ETHNOPOETICS AT THE MILLENNIUM
A Talk for the Modern Language Association
December 29, 1994

A quarter of a century has gone by, & where we felt ourselves then to be still tightly if dangerously within the twentieth century & (thereby) the old millennium, we are now rushing into new, uncharted, sometimes heady, often terrifying waters of the century & the millennium to come. It is curious, to watch your own life run out along with the time, the century that made you. For by 2001 I will be at my allotted biblical age - the time-to-die as specified in Ecclesiastes - unless (soul clap its hands & sing!) reprieve is given for another decade, maybe two at utmost. But millennium is magic time, we like to think, & anything can happen.

I would like to talk to you & to end the talk by reading/performing some poems (none of them my own & some of them very far from modern) that seem (as poems sometimes do) (the traditional ones at least) to defy time & to promise their transition (if not - again - our own) from this century into the next. They came to light for us in the twentieth century - at the heart of modernism, which welcomed them as a part of itself while knowing that they were truly, inescapably from elsewhere. This was in fact the dynamic of ethnopoetics, as some of us came to speak of it during the second great wave of experimental twentieth-century modernism from the mid-1950s to the mid-1970s.
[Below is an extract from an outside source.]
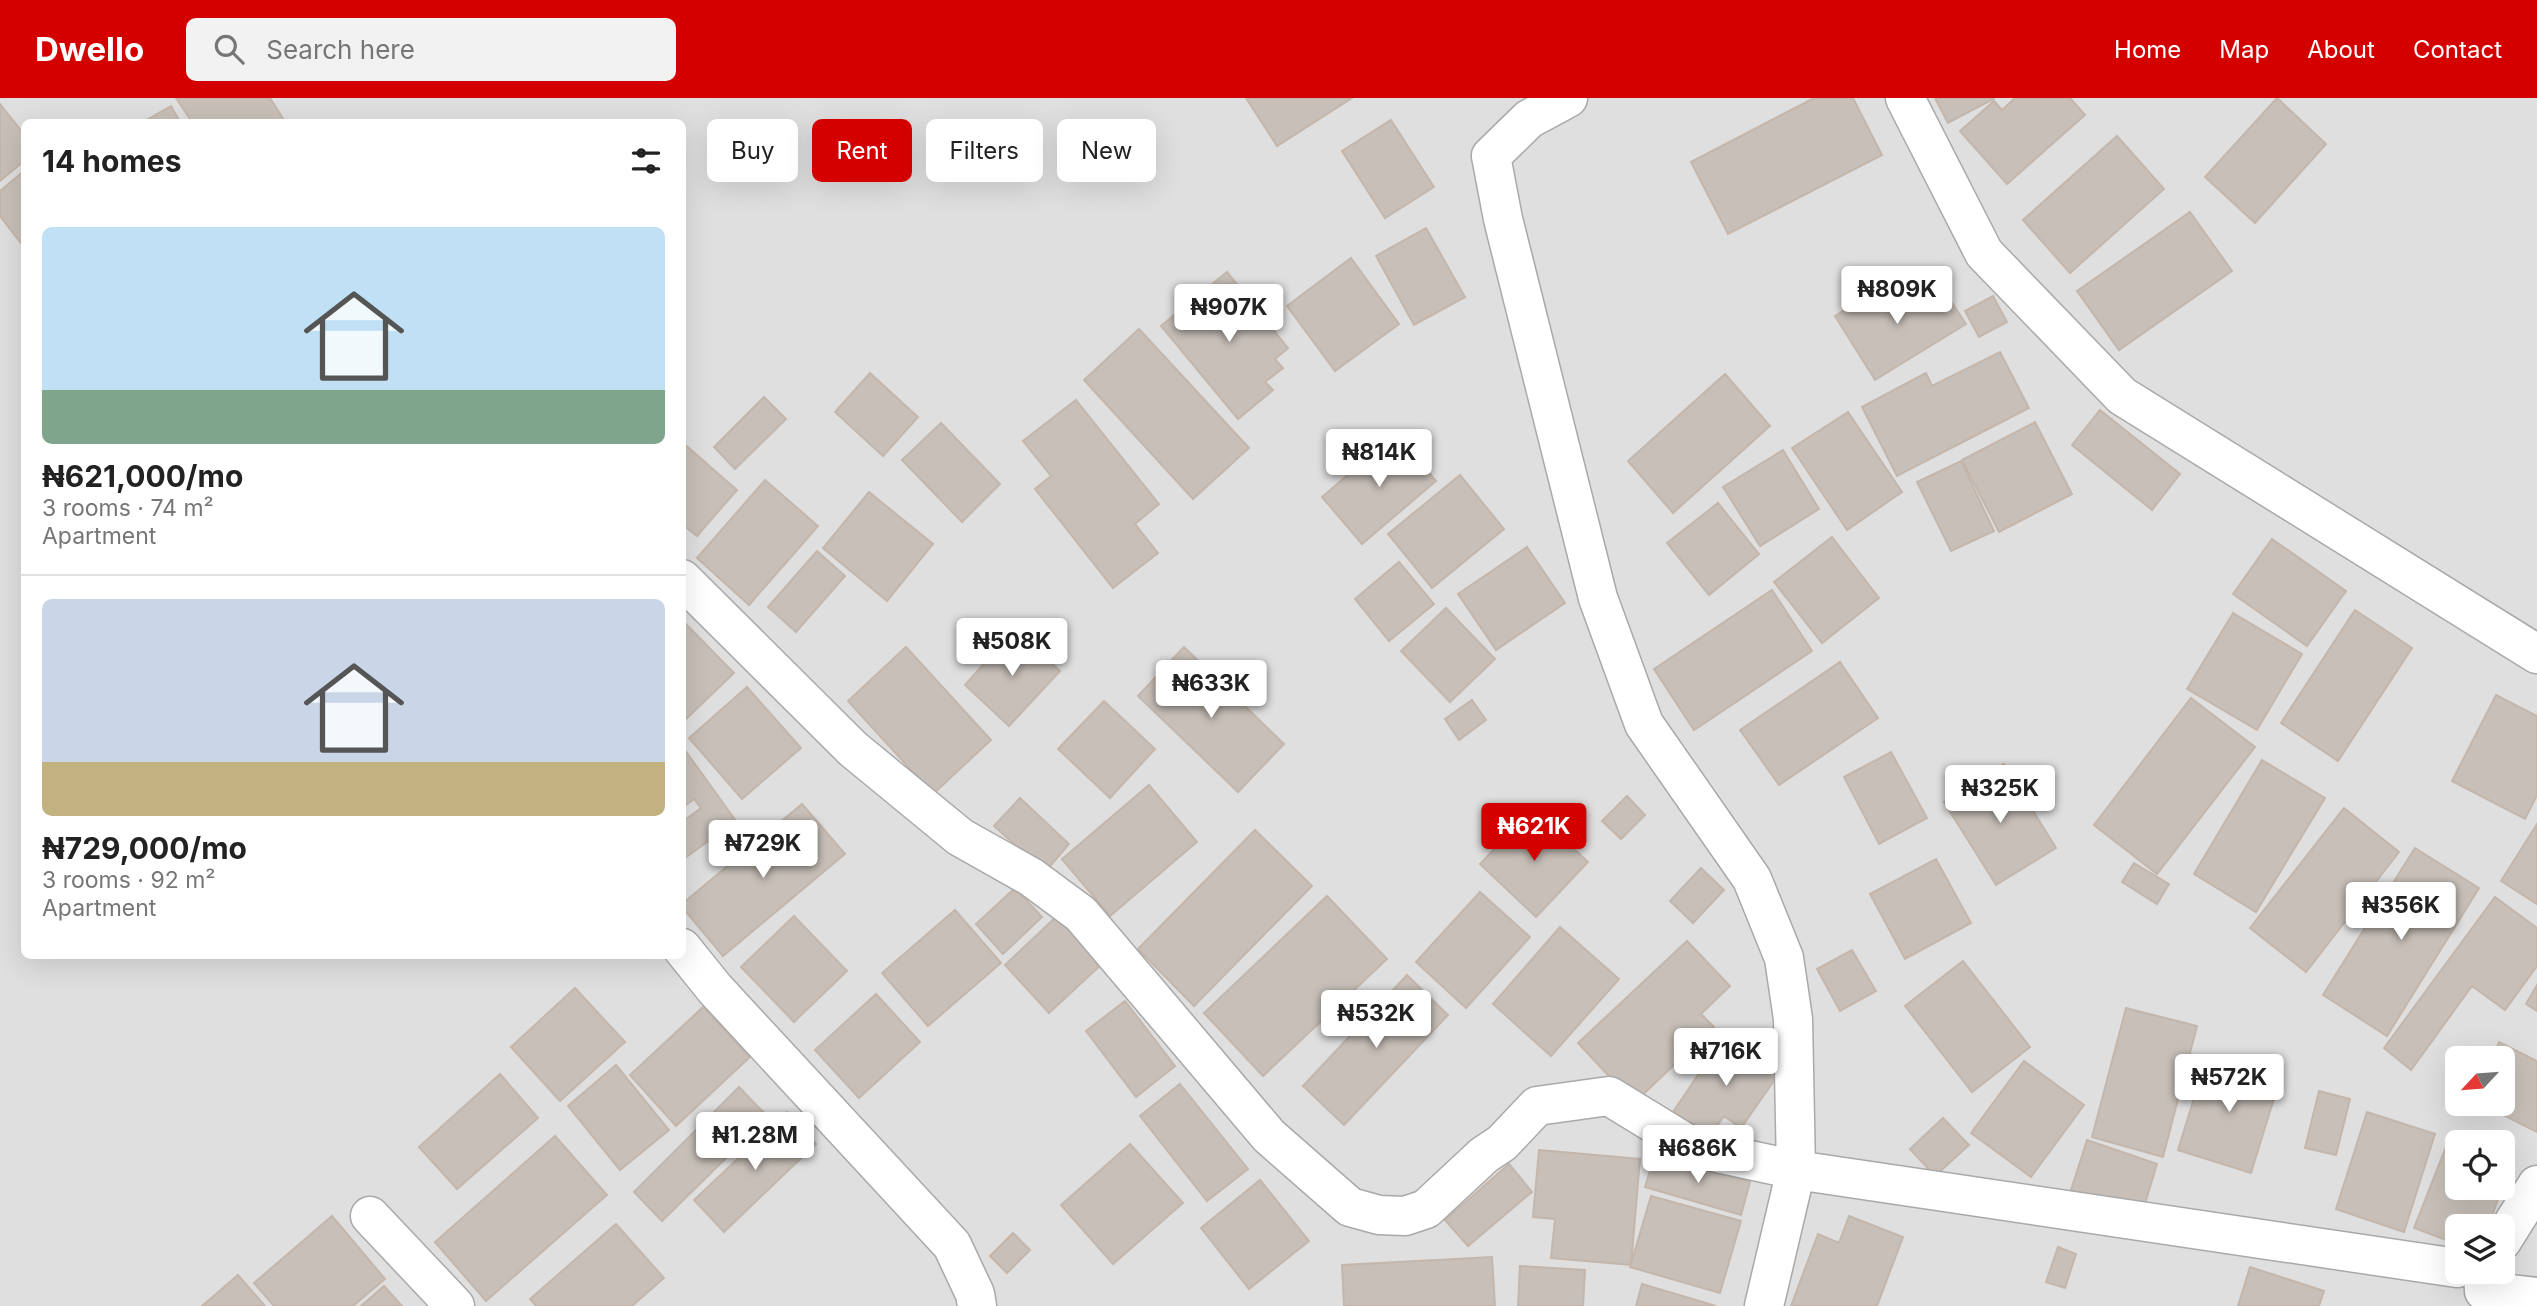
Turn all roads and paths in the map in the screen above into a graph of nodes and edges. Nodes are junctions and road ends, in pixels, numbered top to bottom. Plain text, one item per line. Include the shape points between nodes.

For me such an ethnopoetics - which looks away from the modern & experimental, to focus on ancient & autochthonous cultures (often under threat of mass extinction or long since blown away) - is the product (as study & praxis) of our most dedicated & outrageous modernism, even surviving (under fire) into that postmodernism taken as the older movement's early & forever problematic offspring. Early, I say, remembering that it was Tristan Tzara - founder of Dada as a high point [culmination] of that first wave of experimental modernism that Marjorie Perloff called "the futurist moment" - who in his Weimar manifesto-lecture of 1922 declared: "You are mistaken if you take Dada for a modern school, or as a reaction against the schools of today. ... Dada is not at all modern. It is more in the nature of an almost Buddhist religion of indifference." (Armand Schwerner would know far more about the Buddhism than I would - or than Tzara for that matter. For Tzara, who compiled an early - if unpublished - anthology of tribal/oral poetry from Africa & Oceania, [for Tzara] the common roots of poetry & spirit/mind [in French the single word esprit covers both English words] were clearly in cultures that Europeans then saw as farthest from their own. More importantly, the reference to religion positioned what he & the other Dadaists were doing [as] outside the domain of literature as such - a matter here of germinal importance!) But it wasn't only Tzara who put the newness of his own modern -ism into doubt. Gertrude Stein, whom I've also quoted before, said of what she & her modernist companions were about: "As it is old it is new, and as it is new it is old" ... & she added - by way of clarification &/or complication: "But now we have come to be in our own way which is a completely different way."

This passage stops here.